## Let's build a classifier that will have the ability to predict whether a man has a heart disease or not.
## I will try to use logistic regression, random forest and GBT.

In [3]:
import pandas as pd
df = pd.read_csv("/home/yair/Documents/Bar-Ilan/third-year/semester2/Statistical-Theory/heart_disease_dataset.csv")
df.head()

Unnamed: 0,Age,Gender,Cholesterol,Blood Pressure,Heart Rate,Smoking,Alcohol Intake,Exercise Hours,Family History,Diabetes,Obesity,Stress Level,Blood Sugar,Exercise Induced Angina,Chest Pain Type,Heart Disease
0,75,Female,228,119,66,Current,Heavy,1,No,No,Yes,8,119,Yes,Atypical Angina,1
1,48,Male,204,165,62,Current,Nothing,5,No,No,No,9,70,Yes,Typical Angina,0
2,53,Male,234,91,67,Never,Heavy,3,Yes,No,Yes,5,196,Yes,Atypical Angina,1
3,69,Female,192,90,72,Current,Nothing,4,No,Yes,No,7,107,Yes,Non-anginal Pain,0
4,62,Female,172,163,93,Never,Nothing,6,No,Yes,No,2,183,Yes,Asymptomatic,0


#### Let's normalize and incode categorail variables:

In [6]:
from sklearn.preprocessing import LabelEncoder

# Encoding binary categorical variables into numerical values for better analysis
binary_columns = ['Gender', 'Family History', 'Diabetes', 'Obesity', 'Exercise Induced Angina']
for col in binary_columns:
    le = LabelEncoder()
    df[col] = le.fit_transform(df[col])


# One-hot encoding for categorical variables with more than two categories
df = pd.get_dummies(df, columns=['Smoking', 'Chest Pain Type', 'Alcohol Intake'], drop_first=True)



In [8]:
# Normalizing
from sklearn.preprocessing import StandardScaler
numerical_columns = ['Age', 'Cholesterol', 'Blood Pressure', 'Heart Rate', 'Exercise Hours', 'Stress Level', 'Blood Sugar']
scaler = StandardScaler()
df[numerical_columns] = scaler.fit_transform(df[numerical_columns])

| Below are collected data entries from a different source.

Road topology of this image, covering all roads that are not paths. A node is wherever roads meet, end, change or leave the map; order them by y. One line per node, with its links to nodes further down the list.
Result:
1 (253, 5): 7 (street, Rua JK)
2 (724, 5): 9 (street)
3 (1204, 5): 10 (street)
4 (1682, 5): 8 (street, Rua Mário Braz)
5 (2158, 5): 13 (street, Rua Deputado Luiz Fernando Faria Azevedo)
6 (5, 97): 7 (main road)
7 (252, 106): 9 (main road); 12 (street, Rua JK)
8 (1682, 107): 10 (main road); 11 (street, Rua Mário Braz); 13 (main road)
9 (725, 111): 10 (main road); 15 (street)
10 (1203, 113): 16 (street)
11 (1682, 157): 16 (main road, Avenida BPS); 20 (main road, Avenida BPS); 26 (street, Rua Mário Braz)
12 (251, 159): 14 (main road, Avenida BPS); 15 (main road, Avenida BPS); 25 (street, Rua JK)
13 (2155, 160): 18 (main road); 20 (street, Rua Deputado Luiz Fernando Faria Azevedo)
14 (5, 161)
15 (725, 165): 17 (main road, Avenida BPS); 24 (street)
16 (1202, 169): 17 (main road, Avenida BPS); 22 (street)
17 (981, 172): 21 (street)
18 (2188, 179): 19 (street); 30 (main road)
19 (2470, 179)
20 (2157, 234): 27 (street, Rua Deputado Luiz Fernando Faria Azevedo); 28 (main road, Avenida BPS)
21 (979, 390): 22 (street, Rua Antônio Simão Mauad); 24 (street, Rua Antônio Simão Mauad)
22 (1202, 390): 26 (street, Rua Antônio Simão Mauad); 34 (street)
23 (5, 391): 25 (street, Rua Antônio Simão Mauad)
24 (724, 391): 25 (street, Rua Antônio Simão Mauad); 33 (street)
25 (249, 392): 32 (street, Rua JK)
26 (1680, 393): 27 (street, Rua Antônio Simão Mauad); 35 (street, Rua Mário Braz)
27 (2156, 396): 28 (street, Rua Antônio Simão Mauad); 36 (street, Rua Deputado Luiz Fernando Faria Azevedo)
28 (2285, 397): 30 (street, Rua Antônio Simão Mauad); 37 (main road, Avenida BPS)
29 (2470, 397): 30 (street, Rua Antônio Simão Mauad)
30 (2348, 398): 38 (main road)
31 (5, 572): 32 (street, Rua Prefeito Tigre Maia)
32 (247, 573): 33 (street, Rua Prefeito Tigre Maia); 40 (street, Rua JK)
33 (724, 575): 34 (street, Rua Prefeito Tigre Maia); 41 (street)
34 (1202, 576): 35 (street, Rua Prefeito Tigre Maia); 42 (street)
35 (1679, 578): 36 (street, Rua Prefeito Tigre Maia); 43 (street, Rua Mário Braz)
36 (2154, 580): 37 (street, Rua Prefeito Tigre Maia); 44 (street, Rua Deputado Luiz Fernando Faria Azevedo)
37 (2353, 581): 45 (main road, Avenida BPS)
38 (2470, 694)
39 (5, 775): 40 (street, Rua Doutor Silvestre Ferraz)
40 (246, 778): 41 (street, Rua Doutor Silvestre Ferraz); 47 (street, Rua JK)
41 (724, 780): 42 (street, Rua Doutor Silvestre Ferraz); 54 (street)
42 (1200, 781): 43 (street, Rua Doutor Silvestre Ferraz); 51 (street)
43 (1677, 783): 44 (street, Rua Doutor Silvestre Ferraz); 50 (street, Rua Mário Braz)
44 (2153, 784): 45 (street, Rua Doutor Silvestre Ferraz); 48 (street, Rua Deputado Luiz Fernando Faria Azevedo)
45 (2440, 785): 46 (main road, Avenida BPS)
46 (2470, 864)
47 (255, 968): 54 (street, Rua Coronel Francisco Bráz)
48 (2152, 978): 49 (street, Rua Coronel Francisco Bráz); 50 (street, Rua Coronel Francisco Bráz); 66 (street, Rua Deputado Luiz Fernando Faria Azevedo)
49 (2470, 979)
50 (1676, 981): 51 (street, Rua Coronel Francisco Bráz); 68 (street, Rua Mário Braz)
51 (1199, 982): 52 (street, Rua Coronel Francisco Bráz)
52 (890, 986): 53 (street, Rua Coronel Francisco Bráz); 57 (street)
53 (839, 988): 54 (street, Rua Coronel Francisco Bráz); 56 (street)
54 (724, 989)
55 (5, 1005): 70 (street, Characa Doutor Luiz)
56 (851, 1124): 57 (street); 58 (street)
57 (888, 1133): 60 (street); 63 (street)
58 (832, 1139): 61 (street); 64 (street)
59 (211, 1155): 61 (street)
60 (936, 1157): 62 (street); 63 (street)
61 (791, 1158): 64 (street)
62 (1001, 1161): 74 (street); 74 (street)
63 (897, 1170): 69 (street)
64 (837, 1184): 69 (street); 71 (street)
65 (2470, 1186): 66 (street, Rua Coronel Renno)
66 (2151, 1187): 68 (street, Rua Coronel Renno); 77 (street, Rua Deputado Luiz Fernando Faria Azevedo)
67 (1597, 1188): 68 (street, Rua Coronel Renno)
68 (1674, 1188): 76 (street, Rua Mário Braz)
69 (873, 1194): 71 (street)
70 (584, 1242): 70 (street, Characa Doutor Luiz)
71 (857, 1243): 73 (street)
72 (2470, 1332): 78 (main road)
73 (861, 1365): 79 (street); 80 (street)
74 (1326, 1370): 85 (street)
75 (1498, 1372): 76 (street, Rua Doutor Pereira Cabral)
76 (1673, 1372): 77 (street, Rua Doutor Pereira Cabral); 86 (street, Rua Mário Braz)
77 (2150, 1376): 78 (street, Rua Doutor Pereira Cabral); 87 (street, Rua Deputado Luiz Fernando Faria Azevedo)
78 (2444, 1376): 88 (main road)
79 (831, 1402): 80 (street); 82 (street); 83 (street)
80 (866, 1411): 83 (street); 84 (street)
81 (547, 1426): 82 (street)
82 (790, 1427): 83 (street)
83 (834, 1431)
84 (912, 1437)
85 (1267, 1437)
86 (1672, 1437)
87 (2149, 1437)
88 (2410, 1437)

#### Split to train and test:

In [13]:
# Splitting the data into training and testing set
from sklearn.model_selection import train_test_split

x_train,x_test,y_train,y_test = train_test_split(df.drop('Heart Disease',axis=1),df['Heart Disease'],train_size=0.8,random_state=40)

In [14]:
from sklearn.linear_model import LogisticRegression
log_reg = LogisticRegression()
log_reg.fit(x_train,y_train)

In [15]:
from sklearn.ensemble import GradientBoostingClassifier
GBT_model = GradientBoostingClassifier()
GBT_model.fit(x_train,y_train)


In [16]:
from sklearn.ensemble import RandomForestClassifier
RF_model = RandomForestClassifier()
RF_model.fit(x_train,y_train)


#### And now let's compare the models:

In [19]:
y_pred_log = log_reg.predict(x_test)

y_pred_rf = RF_model.predict(x_test)

y_pred_GBT = GBT_model.predict(x_test)



from sklearn.metrics import accuracy_score, precision_score, recall_score, f1_score

y_pred_all = {"GBT":y_pred_GBT,"Random forest":y_pred_rf,"Logistic regression":y_pred_log}

for predicted_y in y_pred_all:
    accuracy = accuracy_score(y_test, y_pred_all[predicted_y])
    precision = precision_score(y_test, y_pred_all[predicted_y])
    recall = recall_score(y_test, y_pred_all[predicted_y])
    f1 = f1_score(y_test, y_pred_all[predicted_y])
    print(f"accuary of {predicted_y} is: {accuracy}")
    print(f"precision of {predicted_y} is: {precision}")
    print(f"recall of {predicted_y} is: {recall}")
    print(f"f1 of {predicted_y} is: {f1}")
    print("")

accuary of GBT is: 1.0
precision of GBT is: 1.0
recall of GBT is: 1.0
f1 of GBT is: 1.0

accuary of Random forest is: 1.0
precision of Random forest is: 1.0
recall of Random forest is: 1.0
f1 of Random forest is: 1.0

accuary of Logistic regression is: 0.875
precision of Logistic regression is: 0.863013698630137
recall of Logistic regression is: 0.8076923076923077
f1 of Logistic regression is: 0.8344370860927153



### And we acutully got 100% accuracy in both GBT and Random forest, wbe mean that both of them got a perfect score on the test. So I will be taking BGT, and it will be my model.